Nous accom­pa­gnons ain­si depuis 2016 la société Euro­pean Camp­ing Group, qui est dev­enue le leader des vacances en mobile home en Europe. Par­mi nos autres par­tic­i­pa­tions, je peux citer Gan­di, pre­mier acteur français spé­cial­isé des noms de domaine Inter­net, Isabel Marant, la mar­que de mode iconique, ou Xelians, dirigé par notre cama­rade Jacques Thi­bon (82), qui est la pre­mière entre­prise d’archivage physique et numérique française.

Peut-on entreprendre et innover dans la finance ? 

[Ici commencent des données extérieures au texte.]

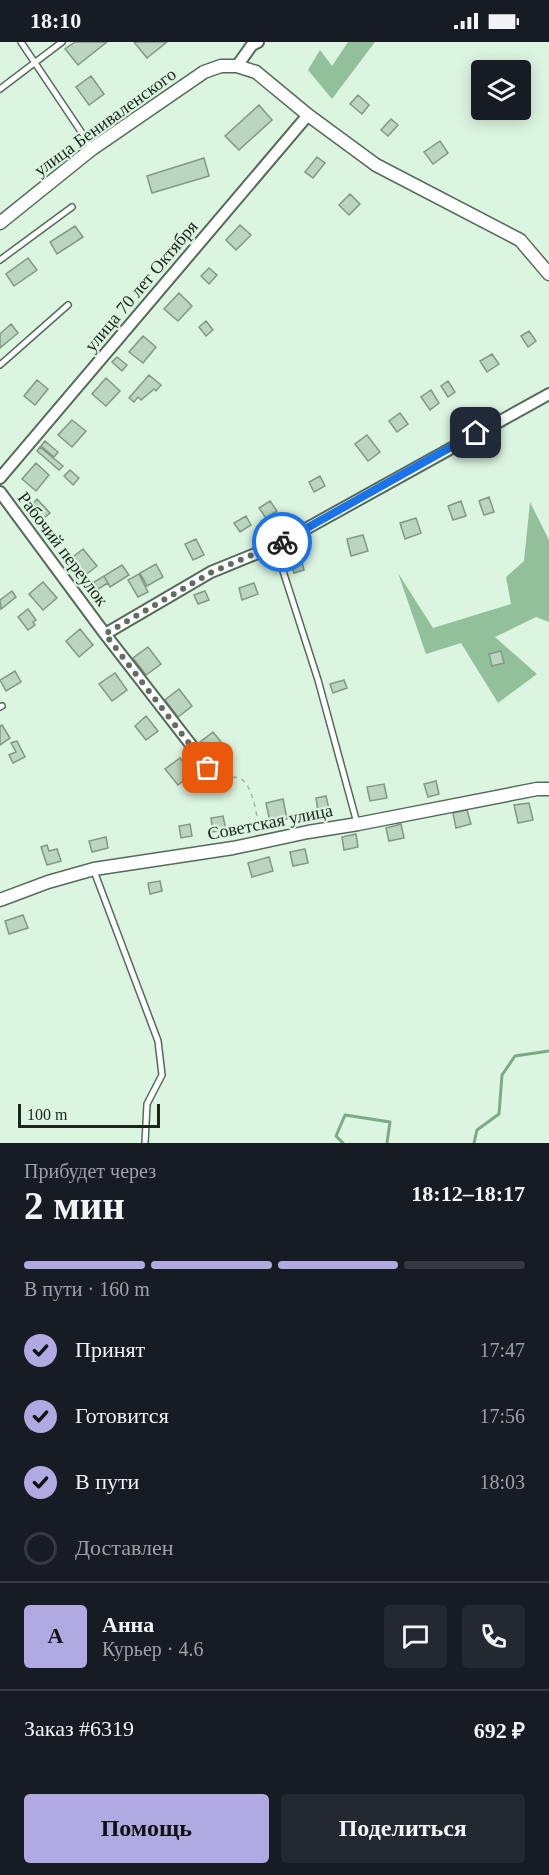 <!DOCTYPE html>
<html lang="ru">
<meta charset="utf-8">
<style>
:root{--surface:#171b24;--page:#242831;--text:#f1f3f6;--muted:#9ea1a6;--line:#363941;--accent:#b1a9e1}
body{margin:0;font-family:"Times New Roman",serif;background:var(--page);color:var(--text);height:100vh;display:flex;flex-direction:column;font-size:22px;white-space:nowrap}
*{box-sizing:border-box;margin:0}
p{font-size:20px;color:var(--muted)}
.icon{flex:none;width:33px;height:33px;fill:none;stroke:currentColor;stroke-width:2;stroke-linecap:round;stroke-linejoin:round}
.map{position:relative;height:1101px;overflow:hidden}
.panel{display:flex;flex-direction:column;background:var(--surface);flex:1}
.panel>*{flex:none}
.fabs{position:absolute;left:471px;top:18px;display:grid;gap:12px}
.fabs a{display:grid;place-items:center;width:60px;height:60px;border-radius:6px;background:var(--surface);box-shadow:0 3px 15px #0003;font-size:30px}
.scale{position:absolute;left:18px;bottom:15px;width:142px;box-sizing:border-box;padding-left:6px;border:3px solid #1b241d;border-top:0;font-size:16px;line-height:21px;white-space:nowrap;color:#1b241d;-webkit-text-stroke:4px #dcf5e1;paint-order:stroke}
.pin{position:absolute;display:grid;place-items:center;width:51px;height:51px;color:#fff;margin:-26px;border-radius:12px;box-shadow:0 3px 9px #0006}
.courier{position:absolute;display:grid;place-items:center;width:60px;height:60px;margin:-30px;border:4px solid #1a73e8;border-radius:50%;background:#fff;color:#222;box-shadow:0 2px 8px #0007}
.overview em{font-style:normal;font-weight:700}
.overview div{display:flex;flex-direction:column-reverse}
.overview{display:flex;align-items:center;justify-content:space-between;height:102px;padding:0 24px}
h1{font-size:39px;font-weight:700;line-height:45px}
.bar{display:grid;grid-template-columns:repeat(4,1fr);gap:9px 6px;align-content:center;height:72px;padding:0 24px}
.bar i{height:8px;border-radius:4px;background:var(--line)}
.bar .selected{background:var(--accent)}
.bar p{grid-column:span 4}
.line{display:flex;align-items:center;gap:15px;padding:0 24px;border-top:2px solid var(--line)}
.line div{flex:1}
.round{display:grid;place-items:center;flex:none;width:63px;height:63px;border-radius:6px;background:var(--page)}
ol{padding:0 24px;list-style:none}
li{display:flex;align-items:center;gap:18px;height:66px}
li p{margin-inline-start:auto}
li .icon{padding:6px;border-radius:50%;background:var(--accent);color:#111;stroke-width:4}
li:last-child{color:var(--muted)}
li i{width:33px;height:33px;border:3px solid var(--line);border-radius:50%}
.action{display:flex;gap:12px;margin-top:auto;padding:12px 24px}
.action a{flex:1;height:69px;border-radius:6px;background:var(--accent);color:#111;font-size:24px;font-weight:700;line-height:69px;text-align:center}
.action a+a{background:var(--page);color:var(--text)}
.status{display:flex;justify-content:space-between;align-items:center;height:42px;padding:0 30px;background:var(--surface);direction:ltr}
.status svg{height:16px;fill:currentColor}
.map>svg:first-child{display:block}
.forest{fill:#92c09b}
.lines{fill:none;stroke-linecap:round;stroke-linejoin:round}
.stream{stroke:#7daa86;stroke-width:3}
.building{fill:#bcd5c1;stroke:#819885;stroke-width:1.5}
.service-casing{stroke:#556b5a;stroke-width:8}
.minor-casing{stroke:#556b5a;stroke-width:14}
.tertiary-casing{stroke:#556b5a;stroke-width:15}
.path{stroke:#a2b6a6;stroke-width:1.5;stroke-dasharray:4.5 4.5;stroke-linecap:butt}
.service{stroke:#fff;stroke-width:5}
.minor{stroke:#fff;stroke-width:10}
.tertiary{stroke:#fff;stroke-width:12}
.done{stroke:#5f6d62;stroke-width:6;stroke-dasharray:0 10.8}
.route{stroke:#1a73e8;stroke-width:8}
.labels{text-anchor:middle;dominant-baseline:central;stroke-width:4.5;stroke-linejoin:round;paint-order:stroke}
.street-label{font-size:18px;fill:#1b241d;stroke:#dcf5e1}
</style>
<div class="status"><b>18:10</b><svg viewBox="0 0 49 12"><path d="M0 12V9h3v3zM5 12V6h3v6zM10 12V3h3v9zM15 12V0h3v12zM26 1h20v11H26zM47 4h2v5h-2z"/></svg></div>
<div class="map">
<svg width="549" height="1101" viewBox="0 0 549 1101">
<rect width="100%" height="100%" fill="#dcf5e1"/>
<path class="forest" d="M348,0h27l-43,57 -24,-29 12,-20 12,16z
M530,460l19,38v82l-13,-5 -41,20 42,37 -39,29 -37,-60 -35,11 -28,-81 35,55 78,-24 -5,-27 18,-16z"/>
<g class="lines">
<path class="stream" d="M343,1101l-7,-7 9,-21 45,7 -3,21
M474,1101l3,-13 22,-16 3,-39 13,-19 34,-5"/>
</g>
<path class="building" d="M75,0h32l-29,23 -13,-16z
M134,0h33l-20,16z
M91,34l13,18 -15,11 -13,-18z
M358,53l11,10 -7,9 -12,-10z
M259,63l13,15 -33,30 -14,-14z
M391,77l7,6 -10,11 -7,-6z
M440,99l8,12 -15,11 -9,-12z
M317,115l8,6 -12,15 -8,-6z
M204,116l5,18 -57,17 -5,-17z
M350,152l10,10 -11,11 -10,-10z
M240,183l11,10 -15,15 -10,-10z
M75,184l8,11 -26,17 -7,-12z
M28,216l9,12 -23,16 -8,-12z
M209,226l8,7 -8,9 -8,-8z
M179,251l13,13 -14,15 -14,-12z
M206,279l7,9 -7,6 -7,-9z
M11,282l7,9 -18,15v-14z
M529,289l7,10 -8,6 -7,-11z
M143,294l13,11 -13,16 -14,-11z
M492,312l7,10 -12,8 -7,-11z
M117,315l10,8 -5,6 -10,-9z
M149,333l12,10 -5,6 -2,-2 -13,11 -3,-3 -4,5 -5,-4z
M106,336l14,13 -14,15 -14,-12z
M37,338l11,9 -13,16 -11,-9z
M448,339l7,11 -7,5 -7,-11z
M431,348l8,13 -9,7 -9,-13z
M400,371l8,11 -11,8 -8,-11z
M72,378l14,11 -14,16 -14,-12z
M367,393l13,17 -12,9 -13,-17z
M45,399l13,11 -4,5 -13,-11z
M40,405l23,19 -4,4 -22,-19z
M36,421l13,12 -13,16 -14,-12z
M70,428l9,8 -6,7 -9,-9z
M320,434l5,10 -11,6 -5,-10z
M489,455l5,15 -10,3 -5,-14z
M37,457l13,14 -7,6 -5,-5 -3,3 -8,-7z
M270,459l7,10 -11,7 -7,-10z
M461,459l5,15 -13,4 -5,-14z
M246,474l5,9 -11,7 -6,-9z
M416,476l5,15 -16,6 -5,-16z
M363,493l5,16 -17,5 -4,-17z
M196,497l8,16 -11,5 -8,-16z
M83,507l14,17 -14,11 -14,-17z
M301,516l3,12 -10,3 -3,-12z
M156,522l7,13 -16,9 -7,-13z
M122,523l7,10 -19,12 -6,-11z
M139,532l9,18 -10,5 -10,-17z
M104,534l4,7 -18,11 -4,-7z
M43,540l14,16 -14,12 -14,-16z
M254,541l4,11 -16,6 -3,-12z
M12,549l4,6 -15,12 -1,-9z
M205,549l4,9 -11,4 -4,-9z
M28,567l8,11 -3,2 2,3 -7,5 -10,-13z
M80,587l13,16 -14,12 -13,-16z
M148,605l13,17 -15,11 -13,-17z
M501,609l3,12 -12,3 -3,-12z
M15,629l6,11 -15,9 -6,-11z
M115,631l12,17 -15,11 -13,-17z
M344,638l3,8 -14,5 -3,-9z
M179,647l13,17 -14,11 -13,-17z
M146,674l12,15 -12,9 -11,-14z
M2,683l8,13 -10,7v-19z
M213,690l13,16 -15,12 -12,-17z
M17,699l8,16 -12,6 -4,-8 7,-3 -5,-9z
M180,716l12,16 -14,11 -13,-16z
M436,739l3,13 -11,3 -4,-13z
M384,742l3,14 -17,3 -3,-14z
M326,754l3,13 -11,2 -2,-13z
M283,757l4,20 -17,3 -4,-19z
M529,761l4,17 -15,3 -4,-18z
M467,768l4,14 -15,4 -3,-15z
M223,774l3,14 -13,2 -2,-14z
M190,782l2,12 -11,2 -2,-12z
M401,782l3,14 -15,3 -3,-13z
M356,792l2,13 -14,3 -2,-13z
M106,795l2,11 -16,4 -3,-11z
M47,803l2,6 8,-2 4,12 -14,4 -6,-18z
M305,807l3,14 -15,3 -3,-14z
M269,815l4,14 -21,6 -4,-14z
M160,839l2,10 -12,3 -2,-11z
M23,873l5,13 -19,6 -4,-13z"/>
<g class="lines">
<defs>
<path id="service" d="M21,0l71,106
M0,47l62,-47
M0,218l72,-53
M0,323l68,-60
M275,504l43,134 39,143
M0,665l2,-1
M94,829l64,170 4,34 -15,29 -2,39"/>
<path id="minor" d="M237,24l15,-21 6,-3
M0,436l308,-363
M0,450l105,142 104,134
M105,592l106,-62 64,-26 274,-152"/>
<path id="tertiary" d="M0,181l92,-74 112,-77 17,-6h16l19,6 52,43 68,50 144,75 29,34
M0,858l48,-18 46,-13 139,-21 75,-16 50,-8 179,-35h12"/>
</defs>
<use href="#service" class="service-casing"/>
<use href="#minor" class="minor-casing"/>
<use href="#tertiary" class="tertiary-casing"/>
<path class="path" d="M220,730l4,8c5,-1 10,-4 15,-2 14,4 18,41 21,54"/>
<use href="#service" class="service"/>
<use href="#minor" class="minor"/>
<use href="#tertiary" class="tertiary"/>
</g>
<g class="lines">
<path class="done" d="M208,726l-103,-134 107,-62 70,-30"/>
<path class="route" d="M282,500l194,-109"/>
</g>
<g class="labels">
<g class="street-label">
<text transform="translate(105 80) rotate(-36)">улица Бениваленского</text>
<text transform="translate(141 244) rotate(-50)">улица 70 лет Октября</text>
<text transform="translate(63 507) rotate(53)">Рабочий переулок</text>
<text transform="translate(270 780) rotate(-11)">Советская улица</text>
</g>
</g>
</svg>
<div class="fabs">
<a><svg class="icon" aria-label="layers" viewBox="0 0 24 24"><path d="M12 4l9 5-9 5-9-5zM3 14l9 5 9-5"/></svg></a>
</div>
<div class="scale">100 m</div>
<div class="pin" style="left:208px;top:726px;background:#ea580c"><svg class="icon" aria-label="bag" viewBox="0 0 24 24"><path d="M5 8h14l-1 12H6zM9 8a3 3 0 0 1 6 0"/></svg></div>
<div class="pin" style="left:476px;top:391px;background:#1f2937"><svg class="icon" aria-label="home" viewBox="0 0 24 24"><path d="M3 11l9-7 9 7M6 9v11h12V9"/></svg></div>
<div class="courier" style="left:282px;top:500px"><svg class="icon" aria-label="bike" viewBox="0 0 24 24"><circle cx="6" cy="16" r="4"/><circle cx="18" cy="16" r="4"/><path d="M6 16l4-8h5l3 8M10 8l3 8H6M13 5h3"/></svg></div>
</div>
<section class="panel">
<div class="overview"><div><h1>2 мин</h1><p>Прибудет через</p></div><em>18:12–18:17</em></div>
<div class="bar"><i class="selected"></i><i class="selected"></i><i class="selected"></i><i></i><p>В пути · 160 m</p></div>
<ol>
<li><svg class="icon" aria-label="check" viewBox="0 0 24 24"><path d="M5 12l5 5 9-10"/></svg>Принят<p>17:47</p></li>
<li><svg class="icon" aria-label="check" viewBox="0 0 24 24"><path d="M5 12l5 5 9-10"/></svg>Готовится<p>17:56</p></li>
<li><svg class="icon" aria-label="check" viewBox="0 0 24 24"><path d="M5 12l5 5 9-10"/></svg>В пути<p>18:03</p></li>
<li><i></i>Доставлен</li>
</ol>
<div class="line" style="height:108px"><b class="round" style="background:var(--accent);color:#111">А</b><div><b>Анна</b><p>Курьер · 4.6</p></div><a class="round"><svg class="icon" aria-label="chat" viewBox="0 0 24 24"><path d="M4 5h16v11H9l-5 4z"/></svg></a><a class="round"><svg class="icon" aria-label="phone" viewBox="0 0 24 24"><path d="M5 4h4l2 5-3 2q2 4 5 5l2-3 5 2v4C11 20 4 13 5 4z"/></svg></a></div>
<div class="line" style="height:78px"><div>Заказ #6319</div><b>692 ₽</b></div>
<div class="action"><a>Помощь</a><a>Поделиться</a></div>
</section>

C’est par­faite­ment pos­si­ble, le par­cours de Mon­te­fiore en est une claire démon­stra­tion. Nous avons innové dans de nom­breuses dimen­sions : la spé­cial­i­sa­tion sec­to­rielle dans les ser­vices ; et le fait de cap­i­talis­er sur des entre­pris­es de crois­sance et non sur la réduc­tion des coûts pour créer de la valeur. C’est peut-être parce que les trois fon­da­teurs n’étaient pas des « financiers » : l’un venait du con­seil, l’autre de la dis­tri­b­u­tion et moi-même de France Télé­com. Nous avons adop­té une approche méti­er, dans un univers où jusqu’à présent l’approche finan­cière pré­dom­i­nait. Nous avons démar­ré en cher­chant des entre­pris­es, avant de sol­liciter des fonds, là où la plu­part des acteurs fonc­tion­nent en sens inverse. Enfin, les trois fon­da­teurs partageaient des valeurs humaines et une éthique pro­fes­sion­nelle que nous avons mis­es au cen­tre de notre projet. 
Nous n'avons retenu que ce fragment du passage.